Photos by Alyssa Burley

In-Class Activities at Lindo Park School

Written by Alyssa Burley.

On January 11th through 14th, 2016, Project Cornerstone took part in the Eye on Science week at Lindo Park School in Lakeside, CA. 

Over 200 students from 3rd, 4th and 5th grade classes participated in Project Cornerstone's lesson on construction aggregates (i.e., sand, gravel and crushed stone) used in building materials like concrete and asphalt products.

The students gained knowledge about how construction aggregates are used to build homes, roads, bridges, schools, etc. in the community, and where the materials are naturally found throughout the county. 

Photos by Alyssa Burley.

Photos by Alyssa Burley.

Based on the lecture and observation, students developed a hypothesis for which type of sand (i.e., river or beach) they thought was best for making concrete and why.  Then, in small groups the students used a sieve and scale to analyze the two sand samples.  Looking at the data collected, the students determined river sand is best from making concrete because it will allow the hydration process to occur between the cement and water.

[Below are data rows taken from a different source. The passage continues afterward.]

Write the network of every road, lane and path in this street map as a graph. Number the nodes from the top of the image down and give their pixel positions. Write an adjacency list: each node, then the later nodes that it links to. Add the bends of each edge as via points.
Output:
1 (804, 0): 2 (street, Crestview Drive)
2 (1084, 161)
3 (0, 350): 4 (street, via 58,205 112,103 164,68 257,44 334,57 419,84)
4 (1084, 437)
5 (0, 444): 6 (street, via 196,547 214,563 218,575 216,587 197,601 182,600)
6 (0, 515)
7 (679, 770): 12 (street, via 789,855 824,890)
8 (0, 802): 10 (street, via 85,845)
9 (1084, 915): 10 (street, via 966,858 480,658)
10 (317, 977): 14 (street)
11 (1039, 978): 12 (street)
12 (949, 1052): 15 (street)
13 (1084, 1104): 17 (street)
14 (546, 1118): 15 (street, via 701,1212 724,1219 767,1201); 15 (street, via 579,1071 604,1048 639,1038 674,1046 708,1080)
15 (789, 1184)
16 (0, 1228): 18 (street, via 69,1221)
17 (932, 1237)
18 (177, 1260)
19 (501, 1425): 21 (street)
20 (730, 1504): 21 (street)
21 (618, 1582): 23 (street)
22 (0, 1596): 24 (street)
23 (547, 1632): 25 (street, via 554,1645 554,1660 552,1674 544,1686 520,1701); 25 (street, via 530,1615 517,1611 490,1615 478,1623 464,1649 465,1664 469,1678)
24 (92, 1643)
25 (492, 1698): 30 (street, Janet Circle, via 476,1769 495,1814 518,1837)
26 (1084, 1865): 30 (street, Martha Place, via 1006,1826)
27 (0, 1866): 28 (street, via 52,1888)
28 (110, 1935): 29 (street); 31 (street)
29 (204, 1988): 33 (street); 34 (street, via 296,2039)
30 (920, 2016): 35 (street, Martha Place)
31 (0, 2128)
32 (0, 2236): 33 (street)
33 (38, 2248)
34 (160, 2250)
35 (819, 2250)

Students used their new found knowledge about construction aggregates to make their own small batches of concrete.  Using the correct proportions of sand, gravel, cement and water, the students witnessed first hand the hydration process which transforms the liquid concrete mixture into a solid building material.

Throughout the week, students enjoyed the hands-on in-class activity.  One 5th grade student said, "I love science, now," after completing the in-class activities.  A 3rd grade student said, "this is awesome!" when asked how they liked the science activities.  "Science is my favorite," a 4th grader said as they finished up making concrete.

In-Class Activities with Students from Hancock Elementary

Written by Alyssa Burley.

Photo courtesy of Google.

Photo courtesy of Google.

On Thursday, December 3rd and 10th, 2015, Project Cornerstone visited 78 second grade students at Hancock Elementary in the San Diego community of Tierrasanta.

Mrs. Hess, Mrs. Doran and Mrs. Gapasin's classes enjoyed learning about the importance of local construction aggregates. 

The class activities began with an introduction to construction aggregates.  Then, the class split into two groups in order to perform a sieve analysis on an aggregate sample.  One group tested a sample that included river sand, while the other group tested a sample with beach sand.  As a class, they figured out which sample would be best for making concrete.  The students were then able to make their own concrete.  Using silicone molds, the students made concrete owls, penguins, footballs, bugs and much more.

The students were excited to do some hand-on science.  One student exclaimed, "this isn't play time, or snack time. This is science time!," as she enthusiastically made her way to the concrete making station.

Photos by Alyssa Burley.

Photos by Alyssa Burley.

In-Class Activities with Students from Diego Valley Charter School

Written by Alyssa Burley.

On Tuesday, November 24, 2015, Project Cornerstone's Crystal Howard and Alyssa Burley visited 18 juniors and seniors at Diego Valley Charter School in El Cajon, CA.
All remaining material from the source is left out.